Problem requirements => Which lines in the records below contain the word "lane"? Return each of them.

Given data =>
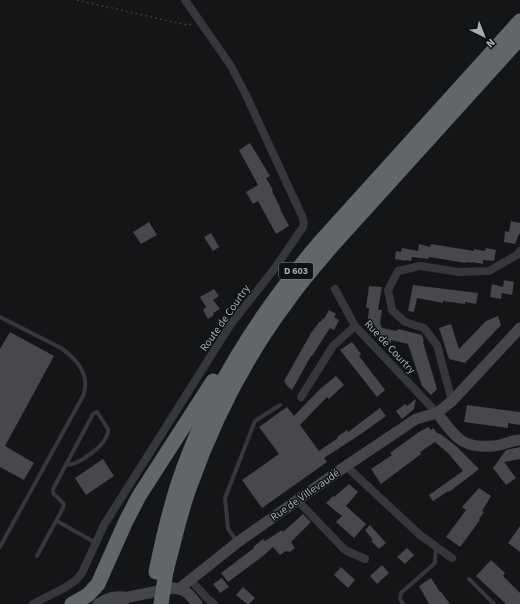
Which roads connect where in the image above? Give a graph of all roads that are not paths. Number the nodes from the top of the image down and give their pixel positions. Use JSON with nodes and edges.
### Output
{"nodes":[{"id":1,"x":185,"y":0,"type":"edge"},
{"id":2,"x":520,"y":21,"type":"edge"},
{"id":3,"x":520,"y":38,"type":"edge"},
{"id":4,"x":520,"y":251,"type":"edge"},
{"id":5,"x":335,"y":290,"type":"dead end"},
{"id":6,"x":0,"y":316,"type":"edge"},
{"id":7,"x":261,"y":318,"type":"junction"},
{"id":8,"x":355,"y":326,"type":"junction"},
{"id":9,"x":520,"y":328,"type":"edge"},
{"id":10,"x":301,"y":397,"type":"dead end"},
{"id":11,"x":452,"y":401,"type":"junction"},
{"id":12,"x":280,"y":405,"type":"dead end"},
{"id":13,"x":437,"y":412,"type":"junction"},
{"id":14,"x":520,"y":440,"type":"edge"},
{"id":15,"x":66,"y":465,"type":"junction"},
{"id":16,"x":346,"y":466,"type":"junction"},
{"id":17,"x":297,"y":500,"type":"junction"},
{"id":18,"x":56,"y":521,"type":"junction"},
{"id":19,"x":238,"y":542,"type":"junction"},
{"id":20,"x":96,"y":543,"type":"junction"},
{"id":21,"x":0,"y":547,"type":"edge"},
{"id":22,"x":436,"y":547,"type":"junction"},
{"id":23,"x":37,"y":556,"type":"dead end"},
{"id":24,"x":452,"y":558,"type":"dead end"},
{"id":25,"x":365,"y":559,"type":"dead end"},
{"id":26,"x":161,"y":571,"type":"junction"},
{"id":27,"x":469,"y":579,"type":"dead end"},
{"id":28,"x":196,"y":586,"type":"dead end"},
{"id":29,"x":179,"y":588,"type":"junction"},
{"id":30,"x":129,"y":597,"type":"junction"},
{"id":31,"x":194,"y":602,"type":"edge"},
{"id":32,"x":33,"y":604,"type":"edge"},
{"id":33,"x":72,"y":604,"type":"edge"},
{"id":34,"x":98,"y":604,"type":"edge"},
{"id":35,"x":115,"y":604,"type":"edge"},
{"id":36,"x":150,"y":604,"type":"edge"},
{"id":37,"x":161,"y":604,"type":"edge"},
{"id":38,"x":214,"y":604,"type":"edge"},
{"id":39,"x":403,"y":604,"type":"edge"},
{"id":40,"x":494,"y":604,"type":"edge"}],
"edges":[{"from":1,"to":20,"type":"street","name":"Route de Courtry"},
{"from":2,"to":7,"type":"highway","number":"D 603"},
{"from":3,"to":26,"type":"highway","number":"D 603"},
{"from":4,"to":11,"type":"street"},
{"from":5,"to":8,"type":"street","name":"Rue de Courtry"},
{"from":6,"to":21,"type":"lane"},
{"from":7,"to":26,"type":"highway","number":"D 603"},
{"from":7,"to":33,"type":"highway"},
{"from":8,"to":10,"type":"street"},
{"from":8,"to":13,"type":"street","name":"Rue de Courtry"},
{"from":9,"to":11,"type":"street","name":"Rue de Villevaudé"},
{"from":11,"to":13,"type":"street","name":"Rue de Villevaudé"},
{"from":12,"to":19,"type":"lane"},
{"from":13,"to":14,"type":"street"},
{"from":13,"to":16,"type":"street","name":"Rue de Villevaudé"},
{"from":15,"to":15,"type":"lane"},
{"from":15,"to":18,"type":"lane"},
{"from":16,"to":17,"type":"street","name":"Rue de Villevaudé"},
{"from":16,"to":22,"type":"street"},
{"from":17,"to":19,"type":"street","name":"Rue de Villevaudé"},
{"from":17,"to":25,"type":"street"},
{"from":18,"to":20,"type":"lane"},
{"from":18,"to":23,"type":"lane"},
{"from":19,"to":29,"type":"street","name":"Rue de Villevaudé"},
{"from":20,"to":32,"type":"street","name":"Route de Courtry"},
{"from":22,"to":24,"type":"street"},
{"from":22,"to":39,"type":"lane"},
{"from":26,"to":36,"type":"highway","number":"D 603"},
{"from":26,"to":37,"type":"highway","number":"D 603","bridge":true},
{"from":27,"to":40,"type":"lane"},
{"from":28,"to":38,"type":"street"},
{"from":29,"to":30,"type":"street"},
{"from":29,"to":31,"type":"street"},
{"from":30,"to":34,"type":"street"},
{"from":30,"to":35,"type":"street"}]}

Answer =>
{"from":6,"to":21,"type":"lane"},
{"from":12,"to":19,"type":"lane"},
{"from":15,"to":15,"type":"lane"},
{"from":15,"to":18,"type":"lane"},
{"from":18,"to":20,"type":"lane"},
{"from":18,"to":23,"type":"lane"},
{"from":22,"to":39,"type":"lane"},
{"from":27,"to":40,"type":"lane"},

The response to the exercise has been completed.